Only the number is wanted: tally the lines below that contain the word "list".

Stored items:
- - -

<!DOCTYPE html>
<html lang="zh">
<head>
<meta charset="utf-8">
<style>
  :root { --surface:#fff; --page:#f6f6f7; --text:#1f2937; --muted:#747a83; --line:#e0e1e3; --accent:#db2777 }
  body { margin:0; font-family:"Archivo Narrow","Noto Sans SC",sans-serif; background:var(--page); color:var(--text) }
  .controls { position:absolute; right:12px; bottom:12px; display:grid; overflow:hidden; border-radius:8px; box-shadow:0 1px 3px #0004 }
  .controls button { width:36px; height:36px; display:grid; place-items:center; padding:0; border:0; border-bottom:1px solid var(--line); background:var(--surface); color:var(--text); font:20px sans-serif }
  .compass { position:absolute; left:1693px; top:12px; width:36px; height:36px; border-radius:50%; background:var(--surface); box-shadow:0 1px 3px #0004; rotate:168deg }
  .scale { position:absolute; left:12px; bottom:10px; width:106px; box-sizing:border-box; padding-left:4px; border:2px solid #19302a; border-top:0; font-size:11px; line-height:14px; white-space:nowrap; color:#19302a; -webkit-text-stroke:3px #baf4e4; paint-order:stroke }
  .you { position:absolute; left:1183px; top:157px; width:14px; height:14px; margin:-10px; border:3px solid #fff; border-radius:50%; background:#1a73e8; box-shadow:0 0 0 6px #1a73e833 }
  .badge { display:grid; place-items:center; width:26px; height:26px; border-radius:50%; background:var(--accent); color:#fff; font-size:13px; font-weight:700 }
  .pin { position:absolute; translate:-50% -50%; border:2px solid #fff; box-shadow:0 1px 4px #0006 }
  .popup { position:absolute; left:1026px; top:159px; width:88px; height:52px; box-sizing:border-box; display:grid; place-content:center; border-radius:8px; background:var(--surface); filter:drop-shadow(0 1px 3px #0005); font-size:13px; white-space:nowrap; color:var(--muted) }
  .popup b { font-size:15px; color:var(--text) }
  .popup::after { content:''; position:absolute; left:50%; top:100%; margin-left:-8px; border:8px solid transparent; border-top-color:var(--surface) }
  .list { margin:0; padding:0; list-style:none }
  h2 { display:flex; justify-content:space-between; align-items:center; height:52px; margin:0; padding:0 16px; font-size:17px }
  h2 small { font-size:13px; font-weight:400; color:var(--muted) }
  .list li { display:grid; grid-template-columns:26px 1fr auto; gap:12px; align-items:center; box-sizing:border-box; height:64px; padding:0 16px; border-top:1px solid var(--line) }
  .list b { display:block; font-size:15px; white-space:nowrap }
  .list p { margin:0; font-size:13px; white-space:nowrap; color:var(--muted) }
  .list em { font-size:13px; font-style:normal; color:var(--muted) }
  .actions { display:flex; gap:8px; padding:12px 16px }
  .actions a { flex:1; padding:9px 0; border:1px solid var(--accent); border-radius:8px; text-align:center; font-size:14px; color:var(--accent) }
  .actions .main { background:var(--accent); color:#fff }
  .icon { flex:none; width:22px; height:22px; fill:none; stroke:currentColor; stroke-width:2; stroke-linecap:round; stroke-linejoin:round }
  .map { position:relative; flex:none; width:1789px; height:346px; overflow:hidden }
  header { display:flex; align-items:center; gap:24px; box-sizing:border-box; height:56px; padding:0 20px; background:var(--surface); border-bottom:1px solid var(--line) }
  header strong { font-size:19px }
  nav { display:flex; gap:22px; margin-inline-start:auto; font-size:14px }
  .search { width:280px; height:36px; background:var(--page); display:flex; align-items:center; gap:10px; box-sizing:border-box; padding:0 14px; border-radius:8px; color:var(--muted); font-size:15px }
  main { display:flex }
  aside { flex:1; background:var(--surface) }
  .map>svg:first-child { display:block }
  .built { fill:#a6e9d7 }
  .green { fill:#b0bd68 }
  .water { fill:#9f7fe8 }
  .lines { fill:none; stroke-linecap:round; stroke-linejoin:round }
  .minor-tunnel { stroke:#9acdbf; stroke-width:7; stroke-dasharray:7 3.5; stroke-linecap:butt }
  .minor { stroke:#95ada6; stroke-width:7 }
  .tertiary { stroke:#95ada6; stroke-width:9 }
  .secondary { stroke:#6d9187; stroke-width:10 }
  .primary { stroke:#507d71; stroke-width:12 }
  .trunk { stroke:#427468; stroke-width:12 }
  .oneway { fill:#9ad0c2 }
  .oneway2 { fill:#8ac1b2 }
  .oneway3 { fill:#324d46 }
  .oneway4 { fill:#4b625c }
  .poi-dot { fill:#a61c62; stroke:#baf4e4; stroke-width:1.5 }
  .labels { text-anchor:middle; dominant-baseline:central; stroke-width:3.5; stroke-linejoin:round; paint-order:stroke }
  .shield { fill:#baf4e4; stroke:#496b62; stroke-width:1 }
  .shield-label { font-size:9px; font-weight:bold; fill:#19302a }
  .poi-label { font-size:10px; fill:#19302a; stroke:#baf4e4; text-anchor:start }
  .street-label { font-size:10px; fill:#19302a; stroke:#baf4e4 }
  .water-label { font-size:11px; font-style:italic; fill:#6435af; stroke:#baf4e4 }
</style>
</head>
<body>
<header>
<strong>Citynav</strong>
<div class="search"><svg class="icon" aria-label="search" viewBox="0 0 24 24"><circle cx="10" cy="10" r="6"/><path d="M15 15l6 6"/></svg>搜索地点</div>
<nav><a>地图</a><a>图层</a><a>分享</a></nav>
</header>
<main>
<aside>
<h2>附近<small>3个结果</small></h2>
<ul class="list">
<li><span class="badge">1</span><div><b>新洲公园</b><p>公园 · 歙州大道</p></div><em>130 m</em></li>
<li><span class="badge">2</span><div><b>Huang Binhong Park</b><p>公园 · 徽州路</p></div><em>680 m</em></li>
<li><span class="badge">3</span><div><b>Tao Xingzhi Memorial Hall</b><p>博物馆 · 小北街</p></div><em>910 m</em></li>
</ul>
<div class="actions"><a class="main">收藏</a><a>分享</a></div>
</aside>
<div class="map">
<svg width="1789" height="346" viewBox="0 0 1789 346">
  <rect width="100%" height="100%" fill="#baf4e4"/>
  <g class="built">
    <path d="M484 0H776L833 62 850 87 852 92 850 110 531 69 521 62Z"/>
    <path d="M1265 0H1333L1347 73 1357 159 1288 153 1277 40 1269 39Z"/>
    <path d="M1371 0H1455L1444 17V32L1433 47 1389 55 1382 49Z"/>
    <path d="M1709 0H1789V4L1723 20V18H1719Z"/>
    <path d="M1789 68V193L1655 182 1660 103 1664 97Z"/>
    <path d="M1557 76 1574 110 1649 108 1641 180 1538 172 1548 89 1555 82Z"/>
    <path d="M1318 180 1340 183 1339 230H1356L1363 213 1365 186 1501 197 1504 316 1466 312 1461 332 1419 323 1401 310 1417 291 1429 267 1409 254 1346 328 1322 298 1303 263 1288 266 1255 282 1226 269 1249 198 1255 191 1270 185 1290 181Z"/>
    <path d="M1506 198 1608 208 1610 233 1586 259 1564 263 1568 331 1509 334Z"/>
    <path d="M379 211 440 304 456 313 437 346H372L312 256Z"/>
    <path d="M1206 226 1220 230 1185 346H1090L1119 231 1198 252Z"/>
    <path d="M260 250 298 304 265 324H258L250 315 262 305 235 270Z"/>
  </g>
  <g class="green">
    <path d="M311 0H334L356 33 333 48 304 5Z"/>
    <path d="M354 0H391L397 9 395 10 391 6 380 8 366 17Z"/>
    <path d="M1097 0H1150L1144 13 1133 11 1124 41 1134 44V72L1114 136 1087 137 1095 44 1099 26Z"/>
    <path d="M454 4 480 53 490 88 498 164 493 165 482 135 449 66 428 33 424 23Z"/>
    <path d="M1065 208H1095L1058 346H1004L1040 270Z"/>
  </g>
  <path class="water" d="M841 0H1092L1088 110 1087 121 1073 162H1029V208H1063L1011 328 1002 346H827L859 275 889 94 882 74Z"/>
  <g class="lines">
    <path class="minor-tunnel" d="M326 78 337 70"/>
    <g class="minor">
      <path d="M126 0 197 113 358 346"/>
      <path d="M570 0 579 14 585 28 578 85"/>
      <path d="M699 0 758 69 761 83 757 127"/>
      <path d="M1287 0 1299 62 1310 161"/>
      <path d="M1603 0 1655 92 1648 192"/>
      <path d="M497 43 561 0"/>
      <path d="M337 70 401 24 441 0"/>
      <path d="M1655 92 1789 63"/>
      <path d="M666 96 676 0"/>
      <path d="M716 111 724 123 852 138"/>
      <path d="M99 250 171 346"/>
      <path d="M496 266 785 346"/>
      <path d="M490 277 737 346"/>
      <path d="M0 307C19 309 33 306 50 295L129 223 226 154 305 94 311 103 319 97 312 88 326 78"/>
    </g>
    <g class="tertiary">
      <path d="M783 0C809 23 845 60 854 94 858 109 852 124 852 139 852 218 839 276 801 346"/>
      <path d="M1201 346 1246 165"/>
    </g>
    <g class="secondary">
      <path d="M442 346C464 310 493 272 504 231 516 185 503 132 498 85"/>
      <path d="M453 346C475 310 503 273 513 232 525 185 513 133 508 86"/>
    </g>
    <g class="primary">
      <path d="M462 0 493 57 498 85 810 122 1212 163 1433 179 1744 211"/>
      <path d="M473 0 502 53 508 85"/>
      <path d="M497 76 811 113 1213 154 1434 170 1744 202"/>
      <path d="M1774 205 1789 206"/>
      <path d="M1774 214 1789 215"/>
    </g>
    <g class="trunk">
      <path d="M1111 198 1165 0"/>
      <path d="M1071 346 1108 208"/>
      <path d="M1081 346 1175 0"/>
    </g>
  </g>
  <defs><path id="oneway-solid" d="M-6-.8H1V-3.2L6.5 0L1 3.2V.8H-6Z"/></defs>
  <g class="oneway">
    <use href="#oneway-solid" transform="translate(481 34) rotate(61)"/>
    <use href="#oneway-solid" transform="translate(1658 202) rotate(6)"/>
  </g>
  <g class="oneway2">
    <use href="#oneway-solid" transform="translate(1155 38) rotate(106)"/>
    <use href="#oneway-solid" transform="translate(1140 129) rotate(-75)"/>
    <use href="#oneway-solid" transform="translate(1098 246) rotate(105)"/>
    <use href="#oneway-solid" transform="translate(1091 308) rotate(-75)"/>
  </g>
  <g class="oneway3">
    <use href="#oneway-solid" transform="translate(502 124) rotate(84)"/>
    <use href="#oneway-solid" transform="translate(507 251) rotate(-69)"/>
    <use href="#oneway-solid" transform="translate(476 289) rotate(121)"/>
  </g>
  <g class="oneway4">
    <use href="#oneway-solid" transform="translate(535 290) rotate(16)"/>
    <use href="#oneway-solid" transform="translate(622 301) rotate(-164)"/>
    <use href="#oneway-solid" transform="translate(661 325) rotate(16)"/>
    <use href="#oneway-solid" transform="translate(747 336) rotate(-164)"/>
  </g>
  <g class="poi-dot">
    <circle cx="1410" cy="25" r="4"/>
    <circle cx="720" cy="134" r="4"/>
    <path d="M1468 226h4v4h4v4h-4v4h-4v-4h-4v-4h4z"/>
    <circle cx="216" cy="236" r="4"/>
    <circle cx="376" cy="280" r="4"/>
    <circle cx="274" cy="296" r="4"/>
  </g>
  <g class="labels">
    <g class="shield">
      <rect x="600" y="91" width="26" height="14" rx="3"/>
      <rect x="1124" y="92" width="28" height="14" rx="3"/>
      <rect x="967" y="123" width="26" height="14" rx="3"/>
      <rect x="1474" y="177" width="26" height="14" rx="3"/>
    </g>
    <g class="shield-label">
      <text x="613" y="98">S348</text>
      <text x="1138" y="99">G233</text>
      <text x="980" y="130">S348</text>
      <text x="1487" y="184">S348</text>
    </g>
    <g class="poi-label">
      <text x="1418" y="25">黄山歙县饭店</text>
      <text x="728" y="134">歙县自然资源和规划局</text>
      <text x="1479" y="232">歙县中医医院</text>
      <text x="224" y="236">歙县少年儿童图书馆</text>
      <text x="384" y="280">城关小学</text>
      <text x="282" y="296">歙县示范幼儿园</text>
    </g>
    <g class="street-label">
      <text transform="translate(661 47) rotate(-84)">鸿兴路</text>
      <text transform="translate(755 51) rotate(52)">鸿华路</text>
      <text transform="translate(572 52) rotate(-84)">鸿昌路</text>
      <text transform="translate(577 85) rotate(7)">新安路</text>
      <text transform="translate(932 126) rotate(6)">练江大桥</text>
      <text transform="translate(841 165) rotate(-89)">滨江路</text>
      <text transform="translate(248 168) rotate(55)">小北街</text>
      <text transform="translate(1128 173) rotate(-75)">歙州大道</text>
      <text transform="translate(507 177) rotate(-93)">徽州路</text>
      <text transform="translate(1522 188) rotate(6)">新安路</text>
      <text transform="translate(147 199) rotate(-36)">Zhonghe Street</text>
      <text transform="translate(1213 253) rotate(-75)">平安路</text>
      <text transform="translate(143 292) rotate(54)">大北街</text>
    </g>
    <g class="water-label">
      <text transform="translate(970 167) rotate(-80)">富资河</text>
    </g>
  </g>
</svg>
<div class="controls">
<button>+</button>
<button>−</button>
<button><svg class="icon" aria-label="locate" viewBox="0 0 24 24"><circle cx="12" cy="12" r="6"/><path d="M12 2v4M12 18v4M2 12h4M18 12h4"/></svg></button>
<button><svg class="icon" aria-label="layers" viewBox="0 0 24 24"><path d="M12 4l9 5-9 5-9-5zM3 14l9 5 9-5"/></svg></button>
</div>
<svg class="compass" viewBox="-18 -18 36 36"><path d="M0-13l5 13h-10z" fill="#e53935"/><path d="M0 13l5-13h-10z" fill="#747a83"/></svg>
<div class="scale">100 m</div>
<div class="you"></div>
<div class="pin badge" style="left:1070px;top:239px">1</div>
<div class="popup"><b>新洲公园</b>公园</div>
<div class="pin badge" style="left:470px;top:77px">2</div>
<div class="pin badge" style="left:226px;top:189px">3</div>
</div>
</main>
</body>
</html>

- - -

▶ _Output_
6